3) Therefore, to offer free software, apps, services, etc. a new company would have to have a large ad infrastructure, sales force, and user base. For a startup trying to focus on a new product itself, this is nearly impossible.
4) Therefore Google can and does undercut every competing product and service by pricing theirs for free, and making it nearly impossible for anyone else to compete in the realm of online docs, maps, voice call handling, online video, search, email, RSS feed management, travel info / ticket pricing, etc. etc.
To further compound this problem, Google tends to acquire companies who have a product in a market Google isn't already competing in. Google then makes their product free (with advertising) and starts the process of shutting out other competitors and usually fails to innovate much on the original product anymore (I'm looking at you, Google Voice, Google Docs, Google Reader, Gmail, and more).

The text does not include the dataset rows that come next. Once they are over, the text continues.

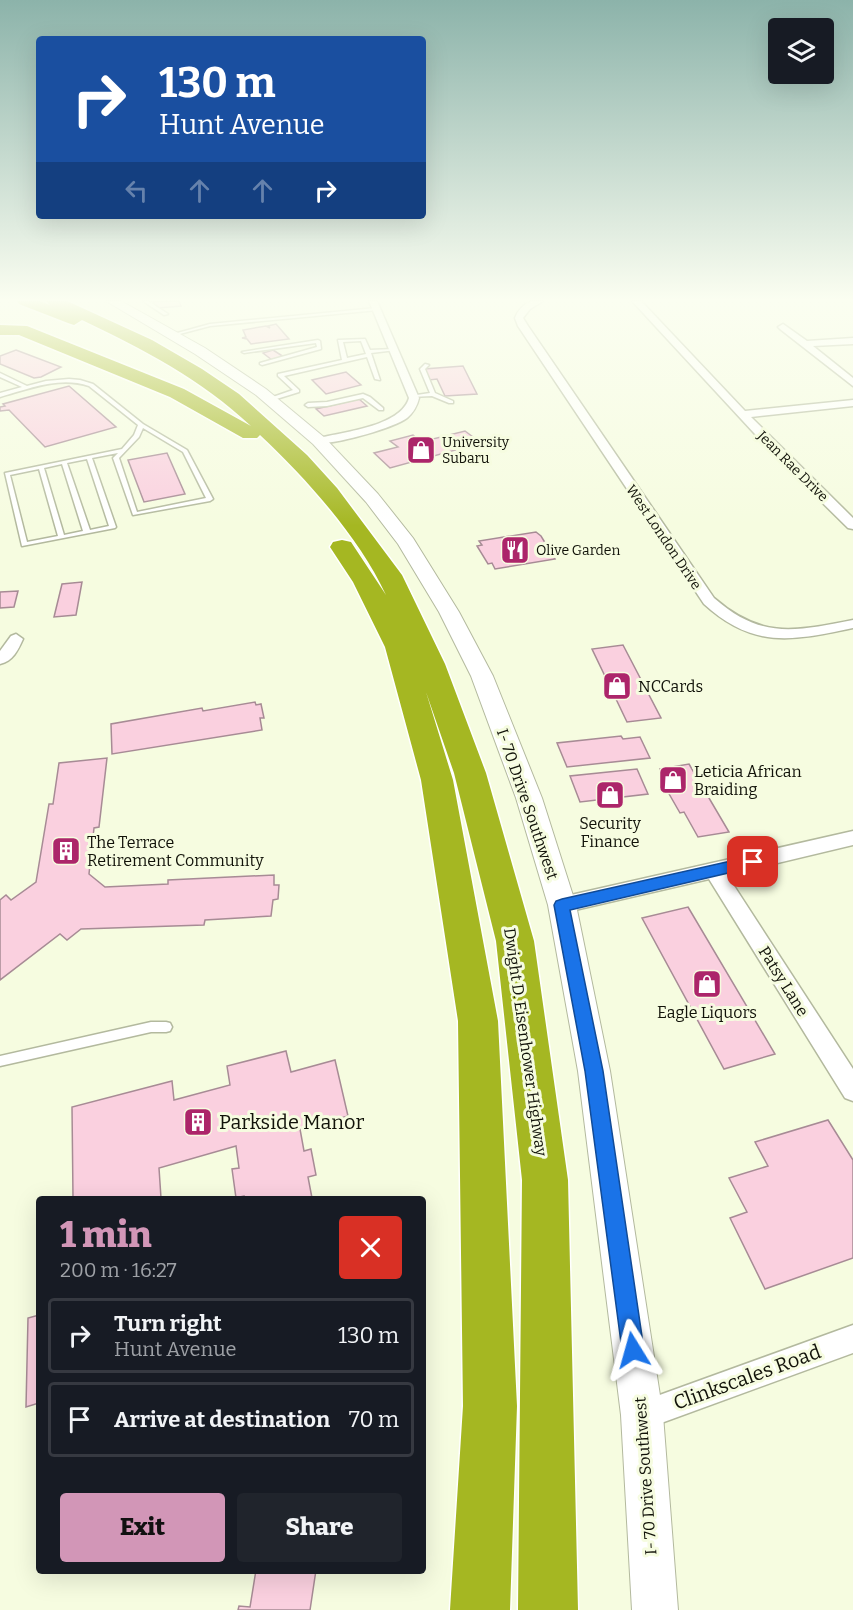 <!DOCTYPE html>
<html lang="en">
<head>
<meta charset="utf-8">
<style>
  :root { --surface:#171b24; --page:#20242c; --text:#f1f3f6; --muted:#9ea1a6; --line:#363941; --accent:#d296b7 }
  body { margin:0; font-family:Bitter,serif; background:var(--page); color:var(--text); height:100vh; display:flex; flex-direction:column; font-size:22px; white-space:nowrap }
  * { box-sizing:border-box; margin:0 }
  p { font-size:20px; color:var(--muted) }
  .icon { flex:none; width:33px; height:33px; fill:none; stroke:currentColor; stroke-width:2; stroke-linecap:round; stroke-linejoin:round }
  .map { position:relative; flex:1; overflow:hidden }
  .details { position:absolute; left:36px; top:1196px; width:390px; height:378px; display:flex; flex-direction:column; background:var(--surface); border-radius:6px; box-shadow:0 6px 24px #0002 }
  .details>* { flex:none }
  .top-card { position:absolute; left:36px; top:36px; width:390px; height:183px; border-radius:6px; box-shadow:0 6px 24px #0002; background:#1a4fa0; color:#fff; overflow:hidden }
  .tools { position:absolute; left:768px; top:18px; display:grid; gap:12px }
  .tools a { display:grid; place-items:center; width:66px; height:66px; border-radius:6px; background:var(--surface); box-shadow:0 6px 24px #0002; font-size:30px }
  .pin { position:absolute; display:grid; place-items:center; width:51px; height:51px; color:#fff; margin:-26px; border-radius:12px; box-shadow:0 3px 9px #0006 }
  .me { position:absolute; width:66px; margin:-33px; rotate:352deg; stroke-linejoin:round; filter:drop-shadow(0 0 4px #0008) }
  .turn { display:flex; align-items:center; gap:21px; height:126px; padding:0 24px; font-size:27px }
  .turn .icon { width:78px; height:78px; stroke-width:2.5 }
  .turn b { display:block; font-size:42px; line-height:51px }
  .lanes { display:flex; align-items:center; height:57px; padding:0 24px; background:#0003; justify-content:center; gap:30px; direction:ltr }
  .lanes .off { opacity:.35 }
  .round { display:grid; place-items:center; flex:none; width:63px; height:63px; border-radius:6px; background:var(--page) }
  .summary { display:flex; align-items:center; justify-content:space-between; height:102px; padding:0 24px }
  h1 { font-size:36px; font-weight:800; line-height:45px; color:var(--accent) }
  .button { display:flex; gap:12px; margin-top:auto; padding:12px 24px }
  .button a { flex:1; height:69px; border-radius:6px; background:var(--accent); color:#111; font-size:24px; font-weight:800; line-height:69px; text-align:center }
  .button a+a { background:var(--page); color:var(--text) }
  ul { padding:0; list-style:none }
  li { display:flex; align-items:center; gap:18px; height:75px; margin:0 12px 9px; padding:0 12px; border:3px solid var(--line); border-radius:6px }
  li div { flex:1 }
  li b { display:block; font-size:22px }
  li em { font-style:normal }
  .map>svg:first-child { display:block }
</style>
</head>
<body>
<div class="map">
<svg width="853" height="1610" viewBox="0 0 853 1610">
  <rect width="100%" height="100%" fill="#f6fce0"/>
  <g fill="#fad0df" stroke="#a78b95" stroke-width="1.5">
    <polygon points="179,301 181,306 158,308 153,302"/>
    <polygon points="276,324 289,339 251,344 247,339 242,338 246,337 243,330 266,326 270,328 268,326"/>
    <polygon points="16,350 61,367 41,377 34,378 0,364 0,356"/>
    <polygon points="273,350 284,357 272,360 263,353"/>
    <polygon points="463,366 477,394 445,396 437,379 429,380 424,369"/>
    <polygon points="346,372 361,385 326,394 312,380"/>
    <polygon points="69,386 116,427 45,447 9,410 0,411 0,407 5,406 3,404"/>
    <polygon points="359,399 367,406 324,416 316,409"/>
    <polygon points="465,431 481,443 390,468 374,453 398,447 390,441 413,435 421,442"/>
    <polygon points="167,453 185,494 144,502 128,460"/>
    <polygon points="536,532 541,536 555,559 495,569 492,563 488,564 477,546 482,545 479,541"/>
    <polygon points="82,582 76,615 54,617 62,584"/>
    <polygon points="18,591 14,607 0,608 0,592"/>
    <polygon points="623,645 661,718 627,722 592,649"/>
    <polygon points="255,702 256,705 261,704 264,718 260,718 262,730 112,754 111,724 202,708 203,711"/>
    <polygon points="621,736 623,739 640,737 650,758 567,767 557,743"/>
    <polygon points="107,758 99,827 94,828 89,874 105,887 168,884 168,880 274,875 274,885 279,885 278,899 273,900 271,916 205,920 204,925 81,929 67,940 60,934 0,980 0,900 6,895 11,900 36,882 49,804 53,804 59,763"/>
    <polygon points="689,764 729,832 698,837 684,812 680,813 668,792 672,791 660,769"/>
    <polygon points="637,769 648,794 580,802 570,776"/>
    <polygon points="688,907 775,1054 724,1069 642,918"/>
    <polygon points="286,1051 291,1072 335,1060 348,1116 300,1129 304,1151 311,1149 316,1175 308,1177 312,1198 244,1198 244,1196 236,1198 232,1169 239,1168 236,1146 159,1168 161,1198 73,1198 72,1107 172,1081 174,1100 230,1085 227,1066"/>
    <polygon points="828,1120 853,1160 853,1258 765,1289 730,1218 747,1212 729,1178 768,1166 755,1142"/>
    <polygon points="39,1315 39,1403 26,1407 28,1318"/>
    <polygon points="256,1570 316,1570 310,1610 238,1610 239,1606 250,1607"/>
  </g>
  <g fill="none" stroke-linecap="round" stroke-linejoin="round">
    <g stroke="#b3b99e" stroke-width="3">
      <g id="lane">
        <polygon points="143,301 148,301 168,314 164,315"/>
        <polygon points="376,308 378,310 210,326 172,336 170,335 210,324"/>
        <path d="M365,339L370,350L394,349L396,350L371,353L380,380L375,379L367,357L284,376L299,390V392L270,401L267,399L293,390L278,376V374L342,360L338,340ZM361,341L366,354L347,358L343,342Z"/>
        <polygon points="318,340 320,341 321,349 262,365 260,364 260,363 317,347 316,343 244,353 242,352"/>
        <polygon points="425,364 429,365 425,369 435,393 453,401 453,403 449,403 432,396 411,397 410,396 430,393 420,369"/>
        <path d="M0,373L27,386L46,381L69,379L80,380L93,384L143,424L187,450L213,499L210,501L133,515L113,458L118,453L92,458L116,527L115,528L22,546L5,473L122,449L134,435L138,425L89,386C59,376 29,389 0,397V393L22,387L0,377ZM143,428L183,452L206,498L137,512L119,458L139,437ZM87,459L109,526L90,530L67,463ZM62,464L83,531L64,535L44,468ZM39,469L58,536L27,542L10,475Z"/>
        <polygon points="363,394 370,397 383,408 383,410 379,410 363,398 327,406 308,407 305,405 308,403 327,402"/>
        <polygon points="151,1022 166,1022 170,1023 172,1027 170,1031 166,1032 151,1032 0,1066 0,1056"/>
      </g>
    </g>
    <g stroke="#b3b99e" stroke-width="3">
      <g id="street">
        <path d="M369,301H377L419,398C417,406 414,412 407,418C394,428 331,446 315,443V439C341,432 401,427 409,398Z"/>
        <path d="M531,301H543L530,309L523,318L528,326L714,598C762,640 795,631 853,620V628C792,641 753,649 704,604L518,326L515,318C518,310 523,305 531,301Z"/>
        <polygon points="632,301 641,301 745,411 853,400 853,406 751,417 853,518 853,529 848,528 778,459"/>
        <polygon points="783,324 807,341 853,338 853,344 813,346 853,378 853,386 780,329 778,327"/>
        <path d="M16,634L23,639C18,650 13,661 0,664V651L11,636Z"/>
        <polygon points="853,831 853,845 727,875 853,1069 853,1101 845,1098 709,879 562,913 555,911 552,905 555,899 562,897"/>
        <polygon points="853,1325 853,1353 642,1430 632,1425 627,1415 632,1405"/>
      </g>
    </g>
    <g stroke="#b3b99e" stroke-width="2">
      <polygon id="secondary" points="106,301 121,301 205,348 266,389 325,438 378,494 413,538 459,612 493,676 542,798 576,905 610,1071 663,1415 678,1610 632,1610 621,1415 578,1071 548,905 516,798 471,676 439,612 398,544 366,502 313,444 256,395 195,354"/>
    </g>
    <g stroke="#fff" stroke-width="3">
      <path id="highway" d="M17,301H40L50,305L46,301H67L152,340L202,369L239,394L307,455L337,488L402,575L445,664L486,773L534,941L568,1180L578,1610H518L522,1180L496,941L454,773L426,692L453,780L498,1021L517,1406L510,1610H450L463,1406L458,1021L421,780L385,647L353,582L330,547L333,542L342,540L351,542L386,595C359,537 306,478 260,435L257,438H243L170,397L19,335H0V325L27,326L184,389L251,426C201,379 143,349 82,320L74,325L68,323L19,304Z"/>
    </g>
    <use href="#lane" fill="#fff" fill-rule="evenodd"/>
    <use href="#street" fill="#fff" fill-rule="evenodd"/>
    <use href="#secondary" fill="#fff" fill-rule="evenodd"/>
    <use href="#highway" fill="#a5b722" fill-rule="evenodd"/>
  </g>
  <linearGradient id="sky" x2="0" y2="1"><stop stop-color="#8cb3aa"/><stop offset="0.57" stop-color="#fbfef1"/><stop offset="1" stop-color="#fbfef1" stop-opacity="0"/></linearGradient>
  <rect width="853" height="526" fill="url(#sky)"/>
  <polygon fill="#1a73e8" stroke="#114b97" stroke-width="1.5" points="753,856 758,858 760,862 758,866 570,910 603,1071 644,1350 640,1358 633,1361 625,1358 622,1350 585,1071 554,905 556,901 562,899"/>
  <defs>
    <g id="shop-square" transform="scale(1.5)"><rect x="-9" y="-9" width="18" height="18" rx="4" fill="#ac256a" stroke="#f6fce0"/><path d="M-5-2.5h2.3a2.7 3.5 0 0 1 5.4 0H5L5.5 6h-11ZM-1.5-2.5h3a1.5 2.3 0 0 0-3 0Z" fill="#fff"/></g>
    <g id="restaurant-square" transform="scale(1.5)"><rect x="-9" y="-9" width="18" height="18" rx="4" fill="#ac256a" stroke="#f6fce0"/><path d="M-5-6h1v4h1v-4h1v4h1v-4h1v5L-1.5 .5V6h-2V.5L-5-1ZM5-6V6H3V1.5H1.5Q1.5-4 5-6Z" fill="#fff"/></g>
    <g id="building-square" transform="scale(1.5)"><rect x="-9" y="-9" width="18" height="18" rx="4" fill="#ac256a" stroke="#f6fce0"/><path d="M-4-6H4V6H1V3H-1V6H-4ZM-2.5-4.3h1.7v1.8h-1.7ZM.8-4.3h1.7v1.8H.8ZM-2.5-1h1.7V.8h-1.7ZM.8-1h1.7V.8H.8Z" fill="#fff"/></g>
  </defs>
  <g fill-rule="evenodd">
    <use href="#shop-square" x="421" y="450"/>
    <use href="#restaurant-square" x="515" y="550"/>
    <use href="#shop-square" x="617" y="686"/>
    <use href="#shop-square" x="673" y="780"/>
    <use href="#shop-square" x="610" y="795"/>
    <use href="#building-square" x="66" y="851"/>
    <use href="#shop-square" x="707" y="984"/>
    <use href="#building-square" x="198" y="1122"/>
  </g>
  <g text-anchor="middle" stroke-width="6" stroke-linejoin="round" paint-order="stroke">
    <g font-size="14" fill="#111209" stroke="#f6fce0" text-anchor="start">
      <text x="442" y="447">University<tspan x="442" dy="16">Subaru</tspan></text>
      <text x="536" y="555">Olive Garden</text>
    </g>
    <g font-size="14" fill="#111209" stroke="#f6fce0">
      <text transform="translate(793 466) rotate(45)" y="5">Jean Rae Drive</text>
      <text transform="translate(664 537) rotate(56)" y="5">West London Drive</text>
    </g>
    <g font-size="16" fill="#111209" stroke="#f6fce0" text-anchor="start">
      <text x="638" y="692">NCCards</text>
      <text x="694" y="777">Leticia African<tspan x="694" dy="18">Braiding</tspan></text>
      <text x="610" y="829" text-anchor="middle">Security<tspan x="610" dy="18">Finance</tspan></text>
      <text x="87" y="848">The Terrace<tspan x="87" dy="18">Retirement Community</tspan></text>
      <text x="707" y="1018" text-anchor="middle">Eagle Liquors</text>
    </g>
    <g font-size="16" fill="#111209" stroke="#f6fce0">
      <text transform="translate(528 804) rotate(71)" y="6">I- 70 Drive Southwest</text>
      <text transform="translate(784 981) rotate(58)" y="6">Patsy Lane</text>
      <text transform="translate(526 1042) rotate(82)" y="6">Dwight D. Eisenhower Highway</text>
      <text transform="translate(645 1476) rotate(-94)" y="6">I- 70 Drive Southwest</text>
    </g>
    <g font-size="20" fill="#111209" stroke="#f6fce0" text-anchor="start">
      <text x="219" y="1129">Parkside Manor</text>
    </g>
    <g font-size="20" fill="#111209" stroke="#f6fce0">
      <text transform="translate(747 1377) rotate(-20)" y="7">Clinkscales Road</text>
    </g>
  </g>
</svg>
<div class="tools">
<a><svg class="icon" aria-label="layers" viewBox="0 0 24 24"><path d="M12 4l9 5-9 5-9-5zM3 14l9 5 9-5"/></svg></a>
</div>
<div class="pin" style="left:753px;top:862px;background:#d93025"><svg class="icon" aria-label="arrive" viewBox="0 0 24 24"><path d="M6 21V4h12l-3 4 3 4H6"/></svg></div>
<svg class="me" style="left:633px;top:1350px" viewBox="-20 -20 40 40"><path d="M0-17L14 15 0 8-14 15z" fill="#1a73e8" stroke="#fff" stroke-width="4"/></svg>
<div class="top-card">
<div class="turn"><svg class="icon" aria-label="right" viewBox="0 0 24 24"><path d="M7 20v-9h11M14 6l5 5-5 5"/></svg><div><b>130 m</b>Hunt Avenue</div></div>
<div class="lanes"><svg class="icon off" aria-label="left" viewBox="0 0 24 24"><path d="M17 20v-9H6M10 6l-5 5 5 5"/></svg><svg class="icon off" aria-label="ahead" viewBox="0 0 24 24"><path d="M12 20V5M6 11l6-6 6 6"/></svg><svg class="icon off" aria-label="ahead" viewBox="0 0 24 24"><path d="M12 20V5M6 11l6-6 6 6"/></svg><svg class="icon" aria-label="right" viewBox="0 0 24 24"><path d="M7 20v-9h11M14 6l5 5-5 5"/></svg></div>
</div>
<section class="details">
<div class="summary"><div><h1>1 min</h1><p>200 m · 16:27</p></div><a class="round" style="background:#d93025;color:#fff"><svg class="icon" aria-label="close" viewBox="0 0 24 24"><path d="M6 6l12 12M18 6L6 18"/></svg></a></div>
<ul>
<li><svg class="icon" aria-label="right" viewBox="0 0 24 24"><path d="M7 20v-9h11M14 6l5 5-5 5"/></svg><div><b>Turn right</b><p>Hunt Avenue</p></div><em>130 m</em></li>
<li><svg class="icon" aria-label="arrive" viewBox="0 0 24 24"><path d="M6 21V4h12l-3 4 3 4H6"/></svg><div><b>Arrive at destination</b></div><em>70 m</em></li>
</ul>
<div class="button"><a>Exit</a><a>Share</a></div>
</section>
</div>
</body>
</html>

All the while, Google continues to build up more and more advertising dominance while making money on their only real product - users who can be targeted with advertising across multiple interests and channels.
I don't know about you, but I'm not interested in a world filled with mediocre (yep, sorry, most of Google's non-search, non-maps products are pretty bland and mediocre) free apps that push any other competing products out of the market because competing products can't charge nothing for their software and services.
I hope to see new business models, coalitions of competitors pooling their users and resources, and government regulation start to break Google's dangerous anticompetitive run in the markets it operates in. Then maybe we'll see faster and better innovation in online documents, email, video and voice solutions, and true competition starting to make a comeback in these areas.